Saved data entries
Content starts

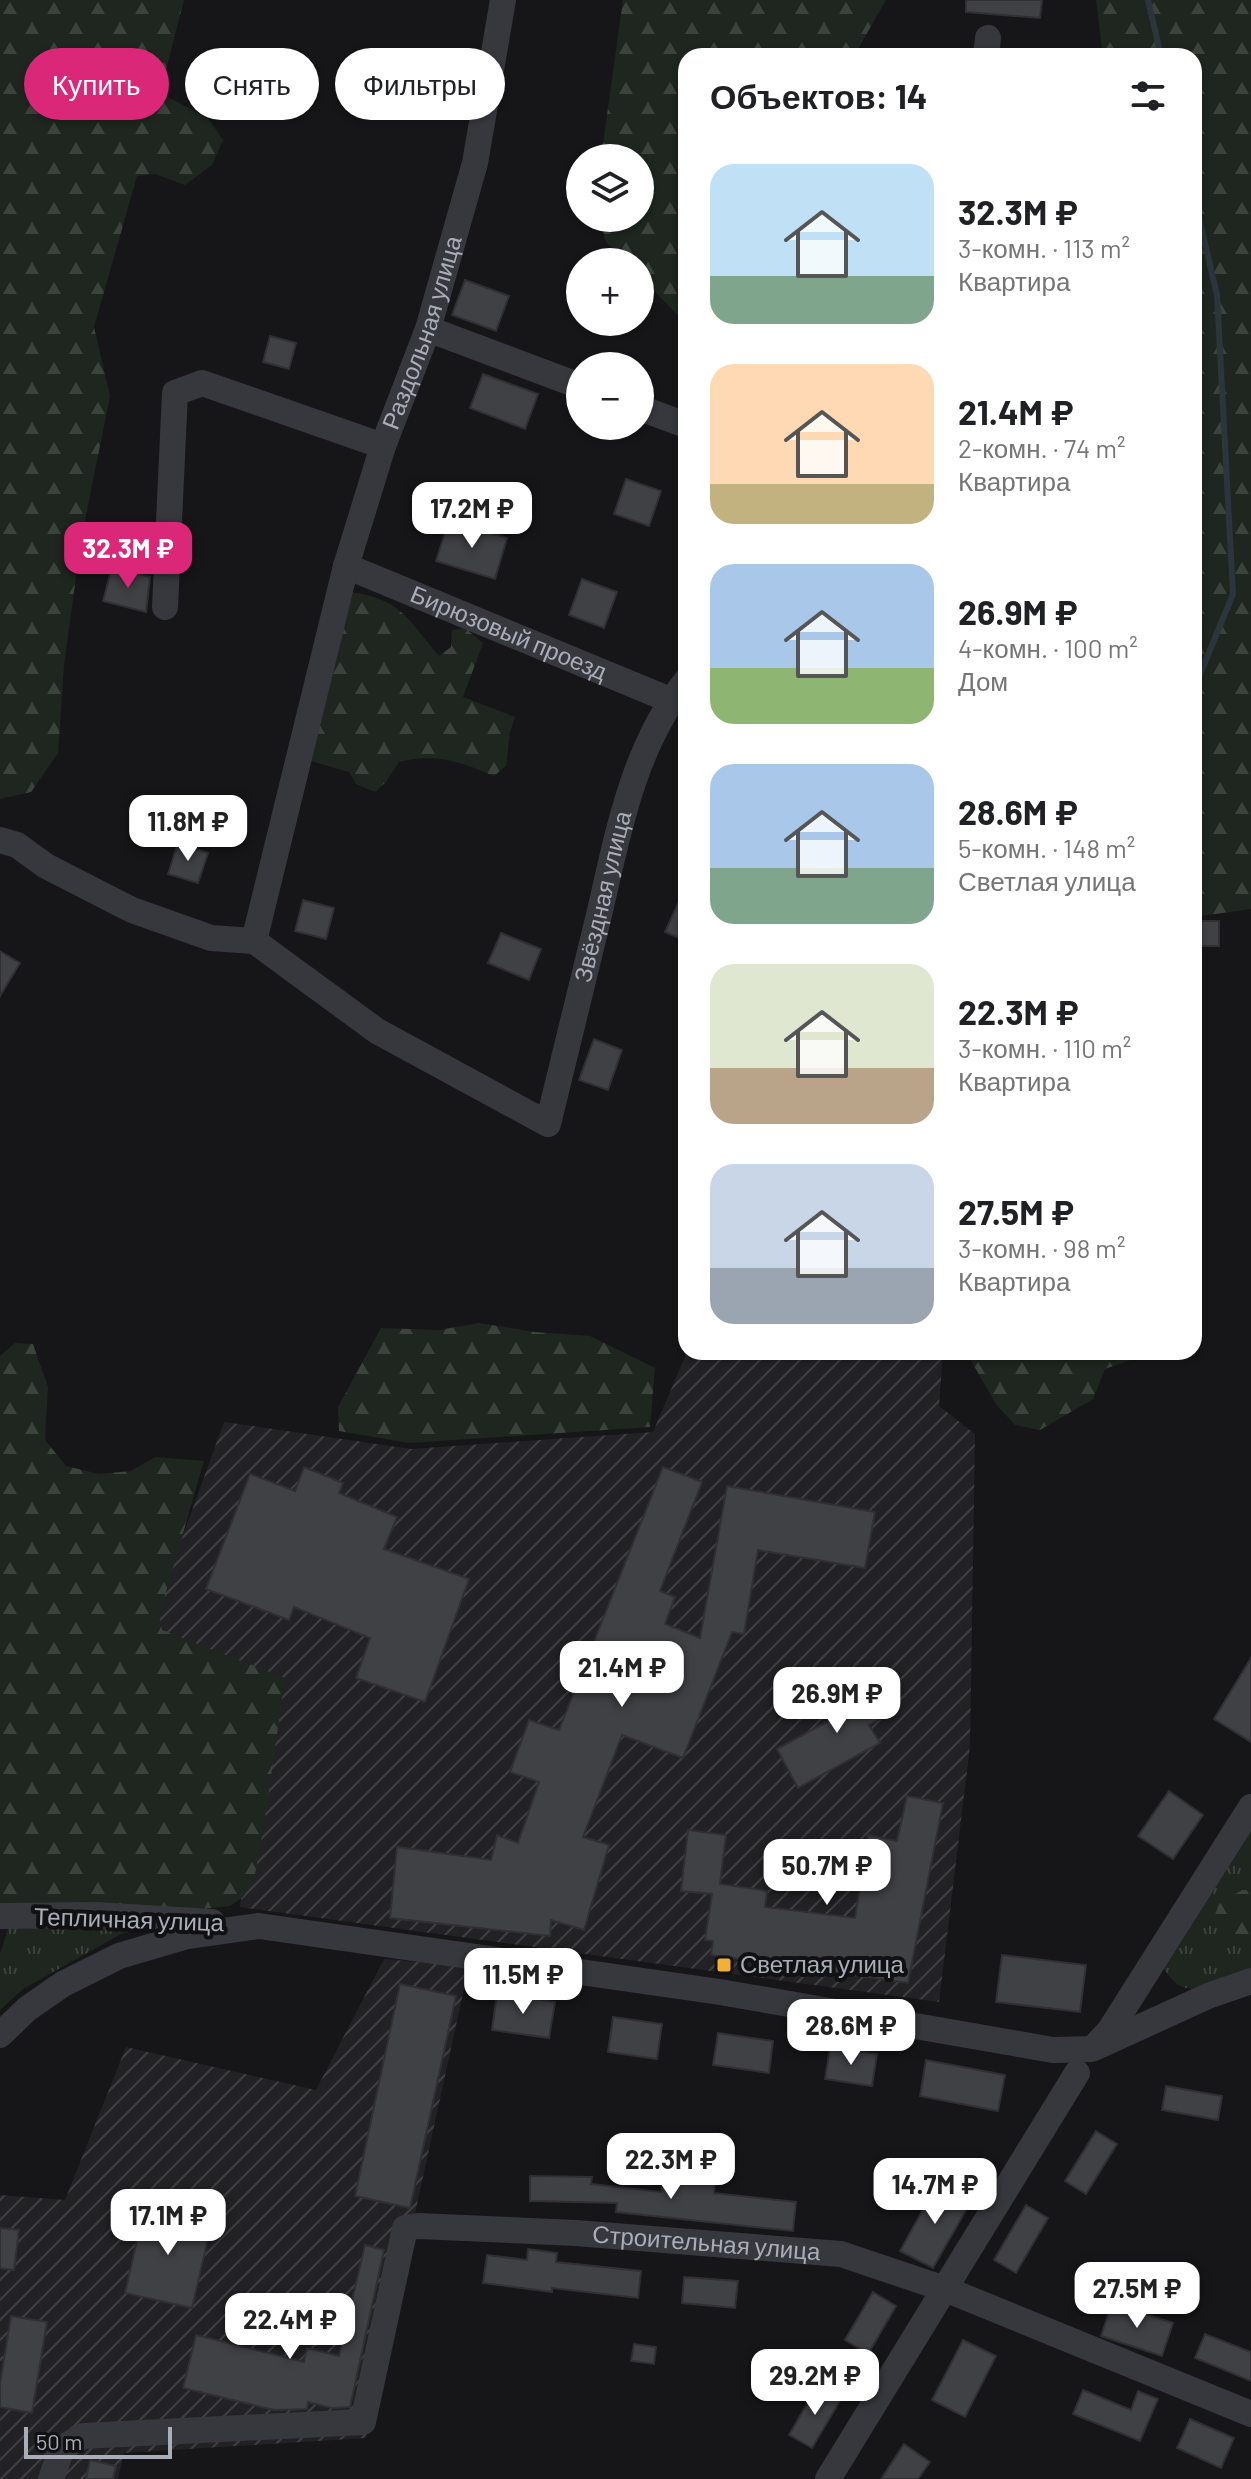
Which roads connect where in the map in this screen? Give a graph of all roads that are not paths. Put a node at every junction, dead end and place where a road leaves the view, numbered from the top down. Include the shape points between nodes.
1 (503, 0) edge
2 (428, 329) junction
3 (566, 381) edge
4 (654, 413) edge
5 (678, 422) edge
6 (383, 446) junction
7 (346, 566) junction
8 (165, 607) dead end
9 (678, 690) edge
10 (0, 840) edge
11 (254, 941) junction
12 (1251, 1807) edge
13 (0, 1916) edge
14 (259, 1926) junction
15 (1251, 1981) edge
16 (0, 2035) edge
17 (1092, 2049) junction
18 (1077, 2073) dead end
19 (945, 2289) junction
20 (1251, 2414) edge
21 (51, 2479) edge
22 (828, 2479) edge

1 - 2 street, Раздольная улица via 475,163
2 - 3 street
2 - 6 street, Раздольная улица
4 - 5 street
6 - 7 street, Раздольная улица
6 - 8 street via 202,383 175,393
7 - 9 street, Бирюзовый проезд
7 - 11 street, Раздольная улица
9 - 11 street, Звёздная улица via 643,751 623,815 548,1124 377,1031
10 - 11 street via 132,910 211,938
12 - 17 street via 1110,2030
13 - 14 street, Тепличная улица via 96,1915
14 - 16 street via 187,1936 119,1956 63,1984
14 - 17 street via 720,1992 1053,2050
15 - 17 street
18 - 19 street
19 - 20 street, Строительная улица
19 - 21 street, Строительная улица via 841,2254 576,2233 405,2228 363,2422 83,2436 62,2448
19 - 22 street

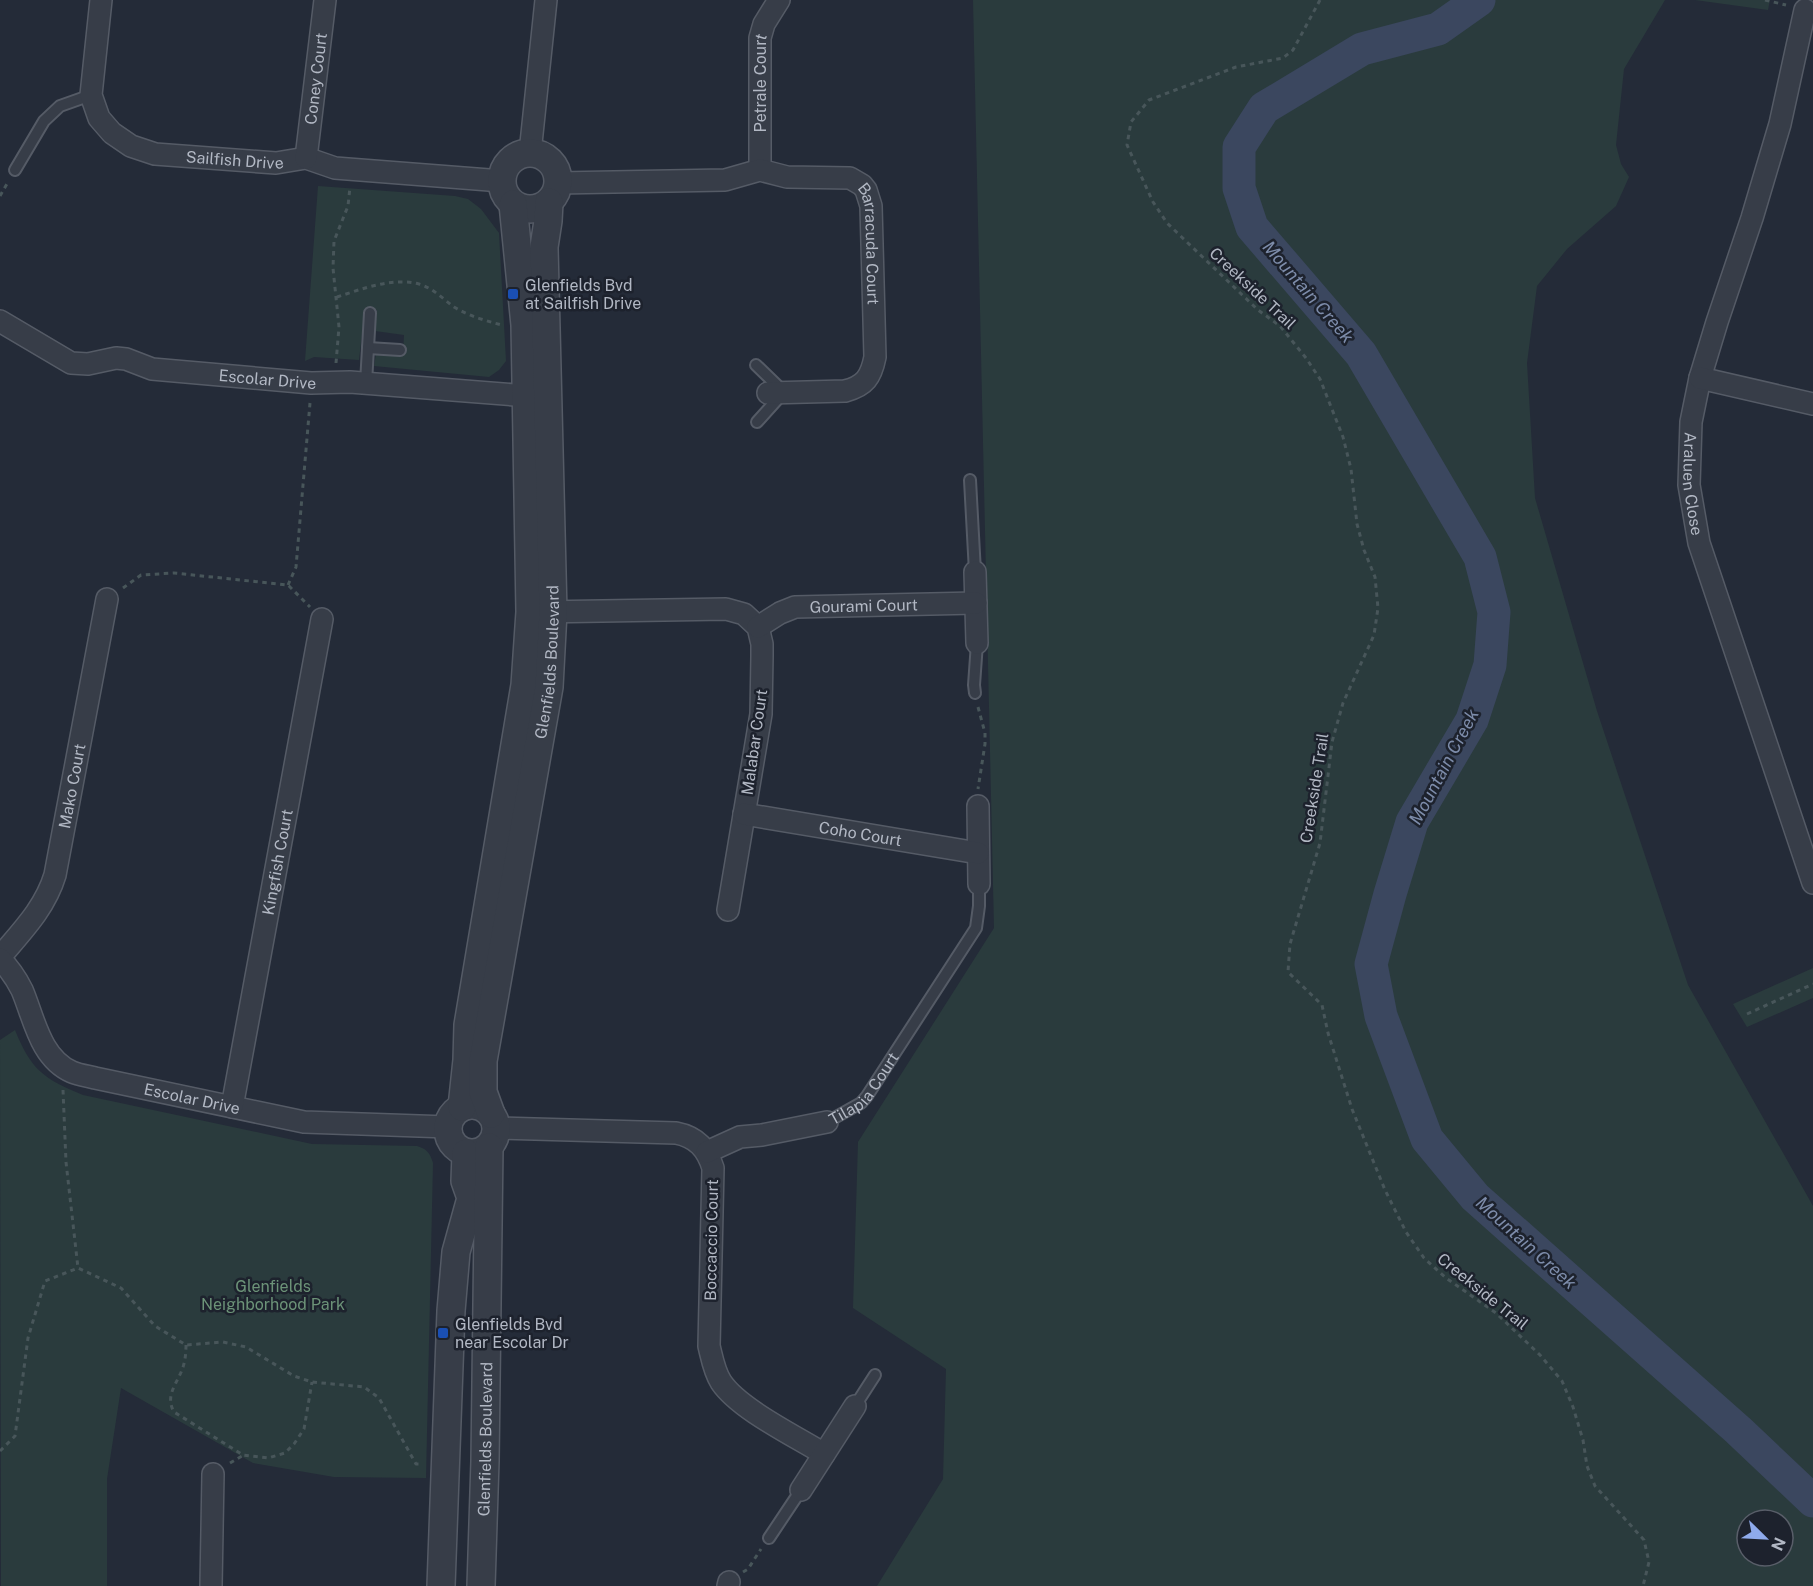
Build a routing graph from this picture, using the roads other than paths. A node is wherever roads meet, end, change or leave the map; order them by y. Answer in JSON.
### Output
{"nodes":[{"id":1,"x":101,"y":0,"type":"edge"},
{"id":2,"x":325,"y":0,"type":"edge"},
{"id":3,"x":546,"y":0,"type":"edge"},
{"id":4,"x":778,"y":0,"type":"edge"},
{"id":5,"x":1805,"y":10,"type":"dead end"},
{"id":6,"x":91,"y":95,"type":"junction"},
{"id":7,"x":530,"y":153,"type":"junction"},
{"id":8,"x":306,"y":158,"type":"junction"},
{"id":9,"x":15,"y":170,"type":"dead end"},
{"id":10,"x":760,"y":170,"type":"junction"},
{"id":11,"x":507,"y":193,"type":"junction"},
{"id":12,"x":554,"y":193,"type":"junction"},
{"id":13,"x":370,"y":312,"type":"dead end"},
{"id":14,"x":0,"y":321,"type":"edge"},
{"id":15,"x":368,"y":348,"type":"junction"},
{"id":16,"x":400,"y":350,"type":"dead end"},
{"id":17,"x":756,"y":365,"type":"dead end"},
{"id":18,"x":1700,"y":378,"type":"junction"},
{"id":19,"x":366,"y":383,"type":"junction"},
{"id":20,"x":776,"y":392,"type":"junction"},
{"id":21,"x":537,"y":397,"type":"junction"},
{"id":22,"x":1813,"y":404,"type":"edge"},
{"id":23,"x":758,"y":422,"type":"dead end"},
{"id":24,"x":970,"y":480,"type":"dead end"},
{"id":25,"x":975,"y":572,"type":"joint"},
{"id":26,"x":107,"y":599,"type":"road end"},
{"id":27,"x":976,"y":603,"type":"junction"},
{"id":28,"x":542,"y":612,"type":"junction"},
{"id":29,"x":322,"y":619,"type":"road end"},
{"id":30,"x":758,"y":627,"type":"junction"},
{"id":31,"x":977,"y":644,"type":"joint"},
{"id":32,"x":975,"y":693,"type":"road end"},
{"id":33,"x":978,"y":806,"type":"road end"},
{"id":34,"x":744,"y":814,"type":"junction"},
{"id":35,"x":978,"y":853,"type":"junction"},
{"id":36,"x":979,"y":884,"type":"joint"},
{"id":37,"x":1813,"y":884,"type":"edge"},
{"id":38,"x":728,"y":910,"type":"dead end"},
{"id":39,"x":0,"y":958,"type":"edge"},
{"id":40,"x":232,"y":1107,"type":"junction"},
{"id":41,"x":455,"y":1117,"type":"junction"},
{"id":42,"x":827,"y":1122,"type":"joint"},
{"id":43,"x":486,"y":1136,"type":"junction"},
{"id":44,"x":707,"y":1152,"type":"junction"},
{"id":45,"x":875,"y":1375,"type":"dead end"},
{"id":46,"x":855,"y":1406,"type":"joint"},
{"id":47,"x":824,"y":1454,"type":"junction"},
{"id":48,"x":213,"y":1474,"type":"dead end"},
{"id":49,"x":801,"y":1490,"type":"joint"},
{"id":50,"x":770,"y":1538,"type":"road end"},
{"id":51,"x":211,"y":1586,"type":"edge"},
{"id":52,"x":441,"y":1586,"type":"edge"},
{"id":53,"x":481,"y":1586,"type":"edge"}],
"edges":[{"from":1,"to":6,"type":"street","name":"Sailfish Drive"},
{"from":2,"to":8,"type":"street","name":"Coney Court"},
{"from":3,"to":7,"type":"street"},
{"from":4,"to":10,"type":"street","name":"Petrale Court"},
{"from":5,"to":18,"type":"street","name":"Araluen Close"},
{"from":6,"to":8,"type":"street","name":"Sailfish Drive"},
{"from":6,"to":9,"type":"lane"},
{"from":7,"to":11,"type":"street"},
{"from":7,"to":12,"type":"street"},
{"from":8,"to":11,"type":"street","name":"Sailfish Drive"},
{"from":10,"to":12,"type":"street","name":"Barracuda Court"},
{"from":10,"to":20,"type":"street","name":"Barracuda Court"},
{"from":11,"to":12,"type":"street"},
{"from":11,"to":21,"type":"street","name":"Glenfields Boulevard"},
{"from":12,"to":21,"type":"street","name":"Glenfields Boulevard"},
{"from":13,"to":15,"type":"lane"},
{"from":14,"to":19,"type":"street","name":"Escolar Drive"},
{"from":15,"to":16,"type":"lane"},
{"from":15,"to":19,"type":"lane"},
{"from":17,"to":20,"type":"lane"},
{"from":18,"to":22,"type":"street"},
{"from":18,"to":37,"type":"street","name":"Araluen Close"},
{"from":19,"to":21,"type":"street","name":"Escolar Drive"},
{"from":20,"to":23,"type":"lane"},
{"from":21,"to":28,"type":"street","name":"Glenfields Boulevard"},
{"from":24,"to":25,"type":"lane"},
{"from":25,"to":27,"type":"street"},
{"from":26,"to":39,"type":"street","name":"Mako Court"},
{"from":27,"to":30,"type":"street","name":"Gourami Court"},
{"from":27,"to":31,"type":"street"},
{"from":28,"to":30,"type":"street"},
{"from":28,"to":41,"type":"street","name":"Glenfields Boulevard"},
{"from":28,"to":43,"type":"street","name":"Glenfields Boulevard"},
{"from":29,"to":40,"type":"street","name":"Kingfish Court"},
{"from":30,"to":34,"type":"street","name":"Malabar Court"},
{"from":31,"to":32,"type":"lane"},
{"from":33,"to":35,"type":"street"},
{"from":34,"to":35,"type":"street","name":"Coho Court"},
{"from":34,"to":38,"type":"street","name":"Malabar Court"},
{"from":35,"to":36,"type":"street"},
{"from":36,"to":42,"type":"lane","name":"Tilapia Court"},
{"from":39,"to":40,"type":"street","name":"Escolar Drive"},
{"from":40,"to":41,"type":"street","name":"Escolar Drive"},
{"from":41,"to":43,"type":"street"},
{"from":41,"to":43,"type":"street"},
{"from":42,"to":44,"type":"street","name":"Tilapia Court"},
{"from":43,"to":44,"type":"street"},
{"from":43,"to":52,"type":"street","name":"Glenfields Boulevard"},
{"from":43,"to":53,"type":"street","name":"Glenfields Boulevard"},
{"from":44,"to":47,"type":"street","name":"Boccaccio Court"},
{"from":45,"to":46,"type":"lane"},
{"from":46,"to":47,"type":"street"},
{"from":47,"to":49,"type":"street"},
{"from":48,"to":51,"type":"street"},
{"from":49,"to":50,"type":"lane"}]}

Content ends

Output exactly the lines from the first line of the records through the line containing "Build a routing". Leave out every picture.

Which roads connect where in the map in this screen? Give a graph of all roads that are not paths. Put a node at every junction, dead end and place where a road leaves the view, numbered from the top down. Include the shape points between nodes.
1 (503, 0) edge
2 (428, 329) junction
3 (566, 381) edge
4 (654, 413) edge
5 (678, 422) edge
6 (383, 446) junction
7 (346, 566) junction
8 (165, 607) dead end
9 (678, 690) edge
10 (0, 840) edge
11 (254, 941) junction
12 (1251, 1807) edge
13 (0, 1916) edge
14 (259, 1926) junction
15 (1251, 1981) edge
16 (0, 2035) edge
17 (1092, 2049) junction
18 (1077, 2073) dead end
19 (945, 2289) junction
20 (1251, 2414) edge
21 (51, 2479) edge
22 (828, 2479) edge

1 - 2 street, Раздольная улица via 475,163
2 - 3 street
2 - 6 street, Раздольная улица
4 - 5 street
6 - 7 street, Раздольная улица
6 - 8 street via 202,383 175,393
7 - 9 street, Бирюзовый проезд
7 - 11 street, Раздольная улица
9 - 11 street, Звёздная улица via 643,751 623,815 548,1124 377,1031
10 - 11 street via 132,910 211,938
12 - 17 street via 1110,2030
13 - 14 street, Тепличная улица via 96,1915
14 - 16 street via 187,1936 119,1956 63,1984
14 - 17 street via 720,1992 1053,2050
15 - 17 street
18 - 19 street
19 - 20 street, Строительная улица
19 - 21 street, Строительная улица via 841,2254 576,2233 405,2228 363,2422 83,2436 62,2448
19 - 22 street

Build a routing graph from this picture, using the roads other than paths. A node is wherever roads meet, end, change or leave the map; order them by y. Answer in JSON.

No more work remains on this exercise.